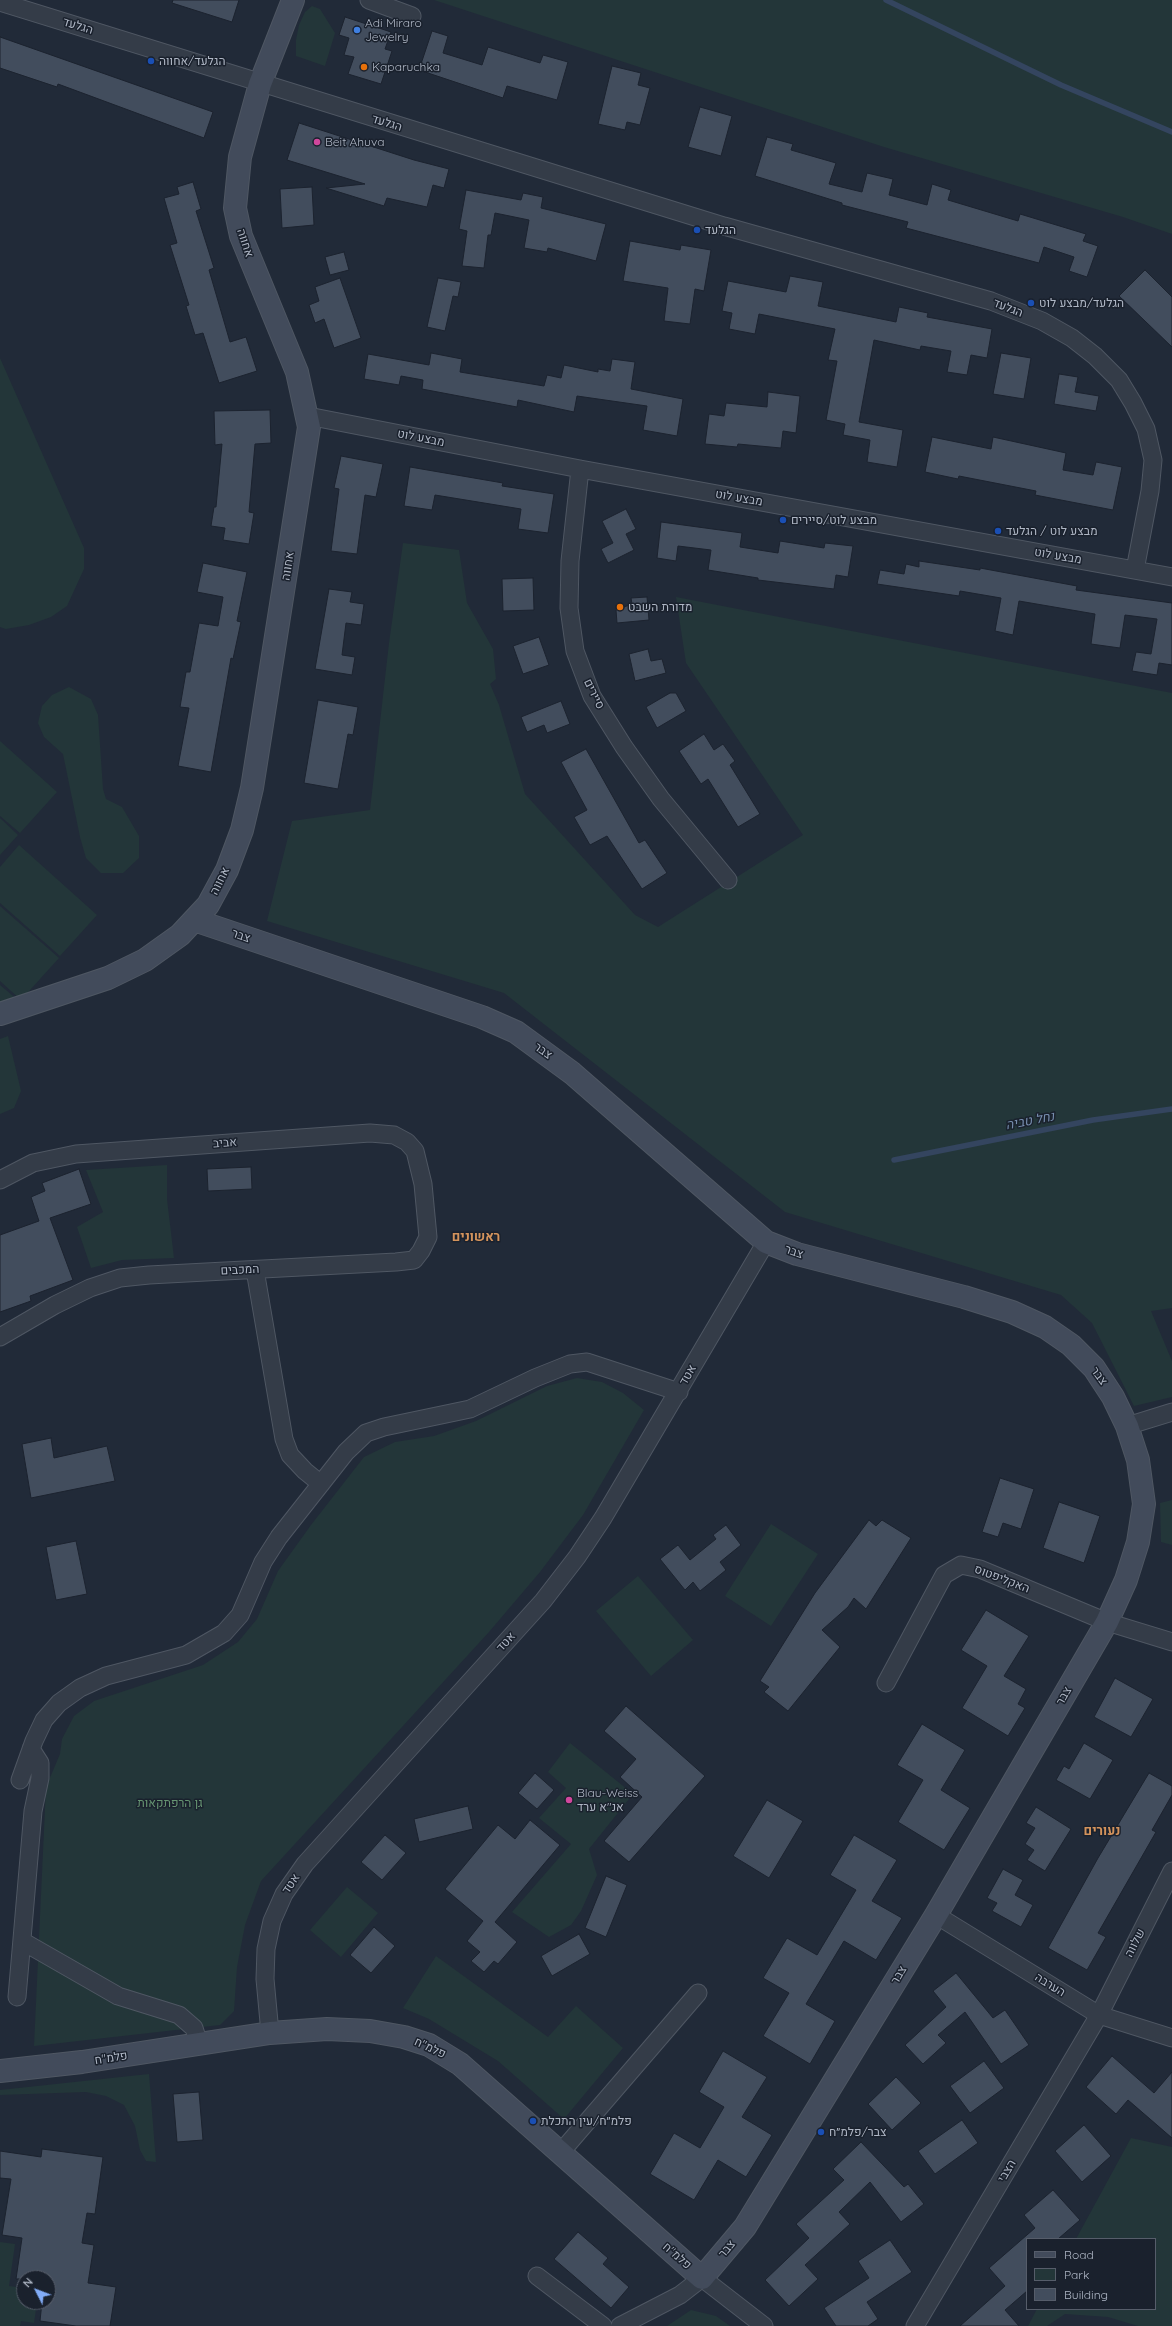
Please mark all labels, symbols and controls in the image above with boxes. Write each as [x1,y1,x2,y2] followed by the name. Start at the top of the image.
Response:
[61,15,95,37] street label: הגלעד
[365,16,422,44] place label: Adi Miraro Jewelry
[352,25,362,35] marker: Adi Miraro Jewelry
[159,54,225,68] place label: הגלעד/אחווה
[146,56,156,66] marker: הגלעד/אחווה
[372,60,440,74] place label: Kaparuchka
[359,62,369,72] marker: Kaparuchka
[370,112,404,134] street label: הגלעד
[325,135,384,149] place label: Beit Ahuva
[312,137,322,147] marker: Beit Ahuva
[705,223,736,237] place label: הגלעד
[692,225,702,235] marker: הגלעד
[234,227,256,259] street label: אחווה
[991,296,1025,320] street label: הגלעד
[1039,296,1124,310] place label: הגלעד/מבצע לוט
[1026,298,1036,308] marker: הגלעד/מבצע לוט
[396,426,446,450] street label: מבצע לוט
[714,487,764,509] street label: מבצע לוט
[791,513,877,527] place label: מבצע לוט/סיירים
[778,515,788,525] marker: מבצע לוט/סיירים
[1006,524,1098,538] place label: מבצע לוט / הגלעד
[993,526,1003,536] marker: מבצע לוט / הגלעד
[1033,545,1083,567] street label: מבצע לוט
[279,550,297,582] street label: אחווה
[628,600,692,614] place label: מדורת השבט
[615,602,625,612] marker: מדורת השבט
[581,676,607,712] street label: סיירים
[207,865,233,897] street label: אחווה
[230,926,252,946] street label: צבר
[531,1040,555,1062] street label: צבר
[1004,1109,1056,1133] water label: נחל טביה
[213,1135,237,1151] street label: אביב
[452,1229,500,1245] district label: ראשונים
[783,1242,805,1262] street label: צבר
[220,1262,260,1278] street label: המכבים
[676,1362,700,1388] street label: אטד
[1088,1364,1110,1388] street label: צבר
[972,1562,1032,1596] street label: האקליפטוס
[494,1629,518,1655] street label: אטד
[1053,1684,1075,1708] street label: צבר
[577,1786,638,1814] place label: Blau-Weiss אנ"א ערד
[564,1795,574,1805] marker: Blau-Weiss אנ"א ערד
[137,1796,203,1810] park label: גן הרפתקאות
[1084,1823,1120,1839] district label: נעורים
[279,1871,303,1897] street label: אטד
[1122,1926,1148,1960] street label: שלווה
[888,1963,910,1987] street label: צבר
[1032,1970,1068,2000] street label: הערבה
[412,2034,448,2062] street label: פלמ"ח
[93,2048,129,2068] street label: פלמ"ח
[541,2114,632,2128] place label: פלמ״ח/עין התכלת
[528,2116,538,2126] marker: פלמ״ח/עין התכלת
[829,2125,887,2139] place label: צבר/פלמ״ח
[816,2127,826,2137] marker: צבר/פלמ״ח
[995,2157,1019,2185] street label: הצבי
[715,2237,739,2261] street label: צבר
[1026,2238,1156,2310] legend
[660,2240,694,2272] street label: פלמ"ח
[1064,2247,1094,2262] text: Road
[1064,2267,1089,2282] text: Park
[16,2270,56,2310] north arrow
[20,2275,36,2290] text: N
[1064,2287,1108,2302] text: Building

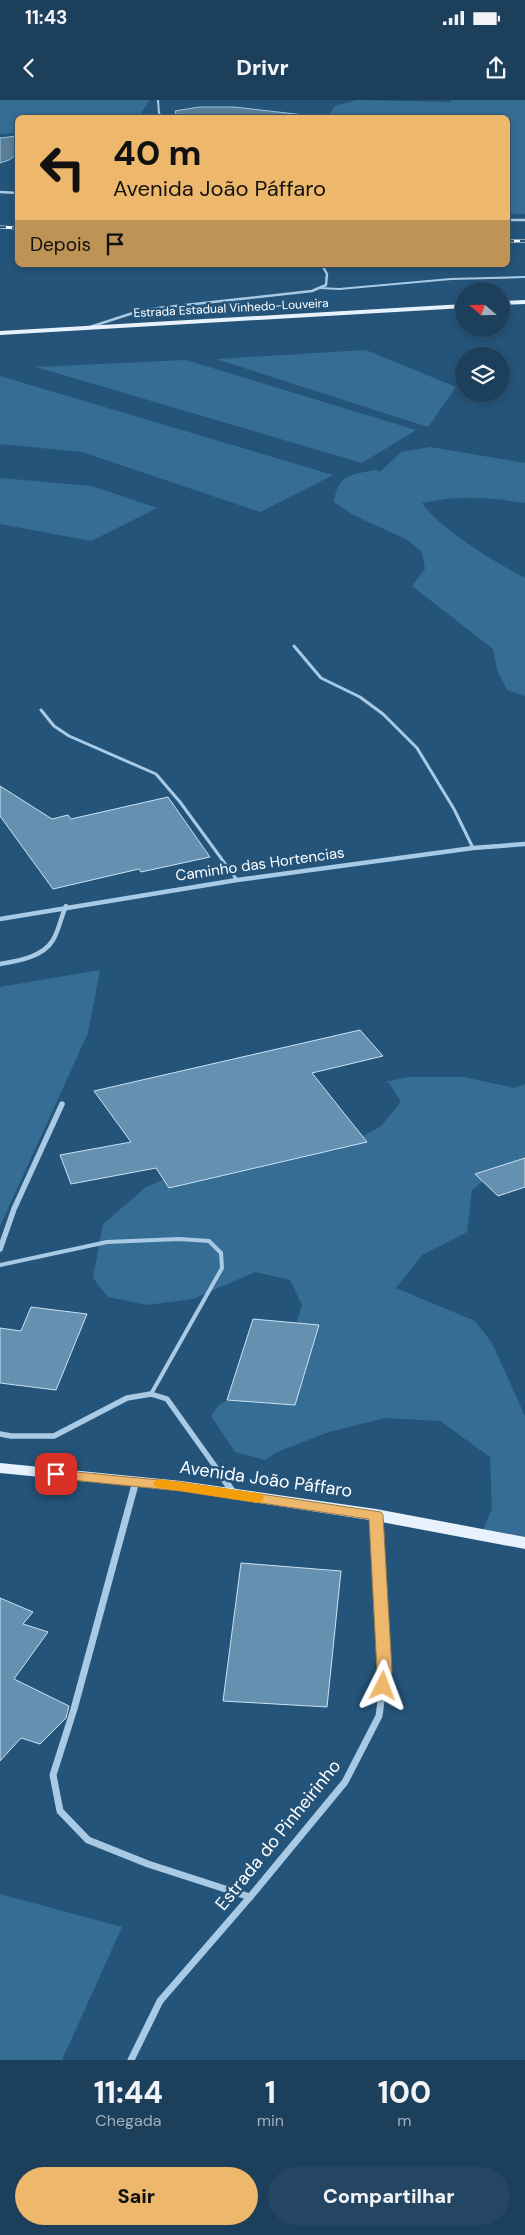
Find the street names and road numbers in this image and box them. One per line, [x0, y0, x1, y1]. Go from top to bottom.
street label: Estrada Estadual Vinhedo-Louveira [133, 295, 329, 321]
street label: Caminho das Hortencias [174, 842, 346, 886]
street label: Avenida João Páffaro [178, 1455, 354, 1503]
street label: Estrada do Pinheirinho [210, 1755, 346, 1915]

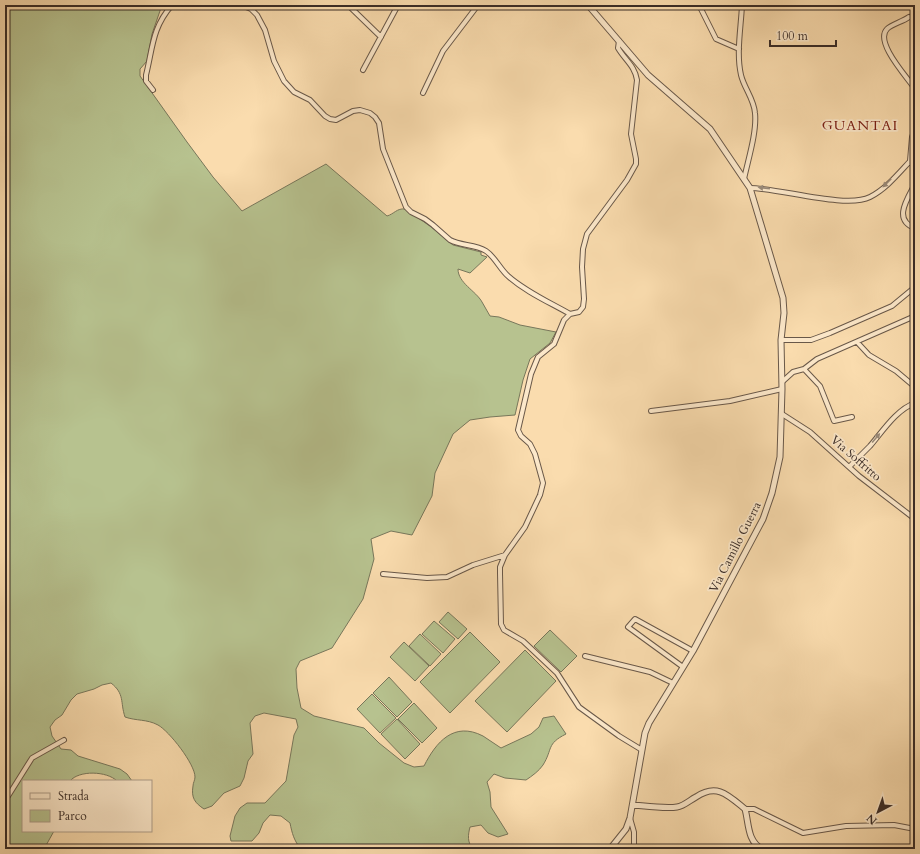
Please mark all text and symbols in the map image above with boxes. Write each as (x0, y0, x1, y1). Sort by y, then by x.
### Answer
scale bar (770, 22, 836, 48)
text: 100 m (776, 28, 809, 44)
district label: GUANTAI (822, 116, 898, 135)
one-way arrow (883, 179, 892, 188)
one-way arrow (758, 185, 770, 192)
street label: Via Soffritto (827, 432, 885, 485)
one-way arrow (872, 433, 881, 443)
street label: Via Camillo Guerra (705, 498, 765, 595)
legend (22, 780, 152, 832)
text: Strada (58, 788, 90, 804)
north arrow (858, 792, 898, 832)
text: Parco (58, 808, 87, 824)
text: N (863, 810, 880, 828)

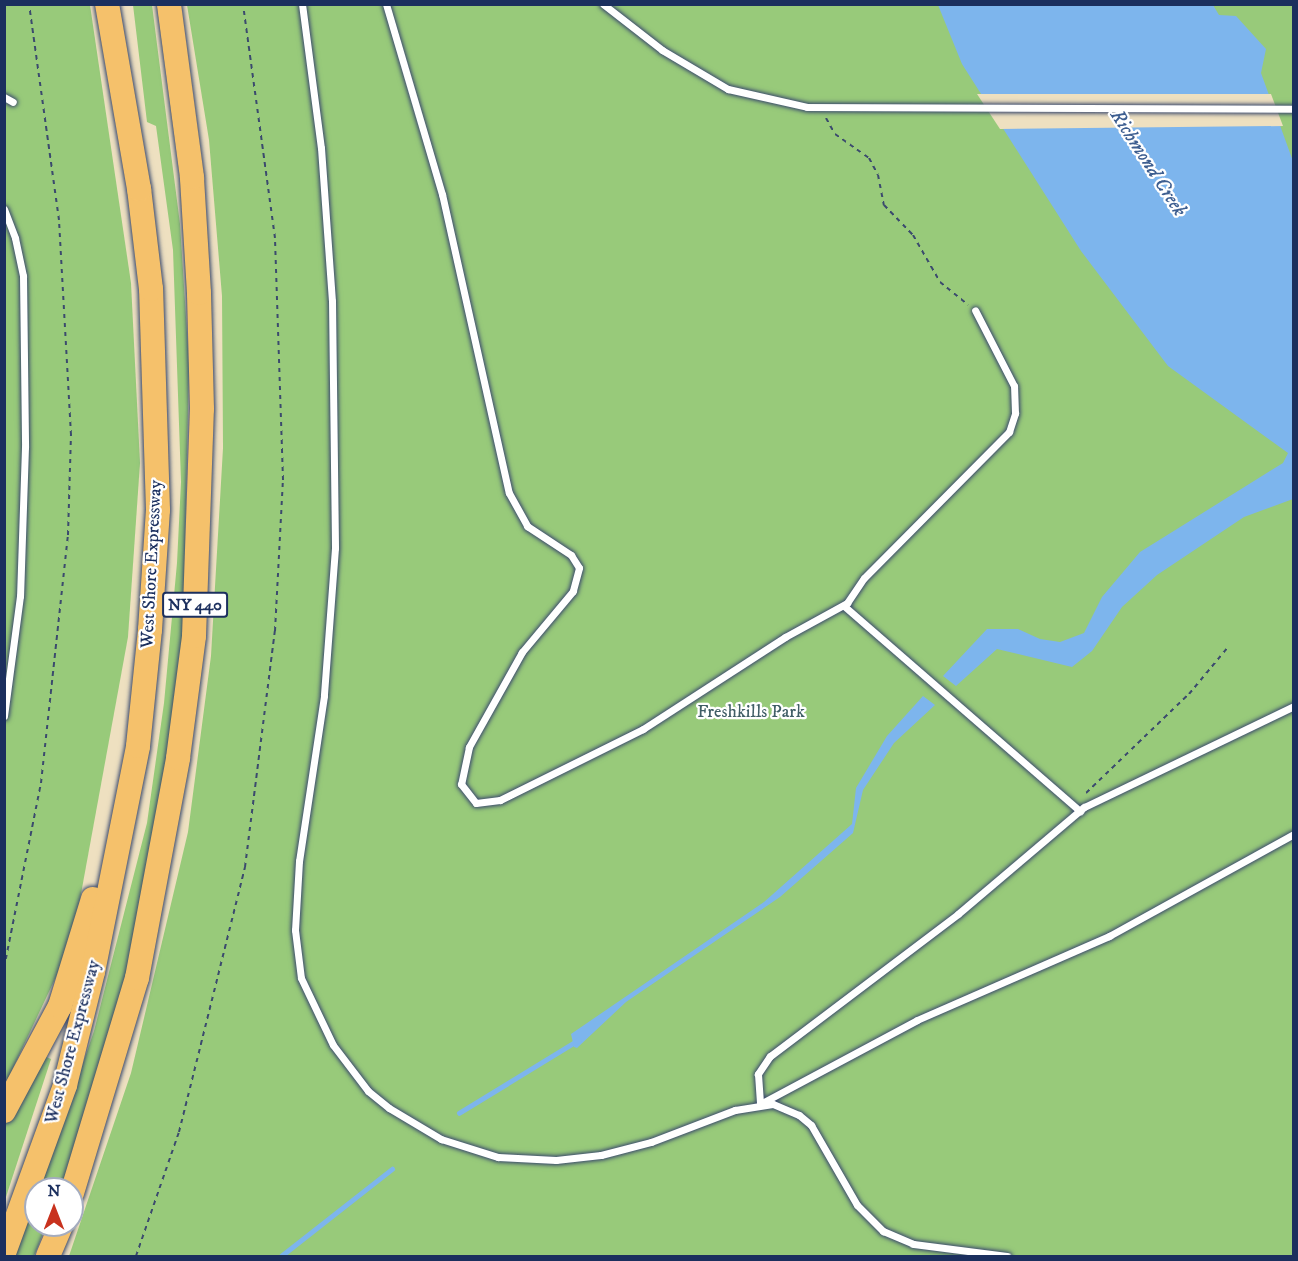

[WHAT IS REQUIRED]:
Please copy each line of the material that contains the word "legend".

[SOLUTION FOR THIS EXERCISE]:
[1026,2238,1156,2310] legend
legend (22, 780, 152, 832)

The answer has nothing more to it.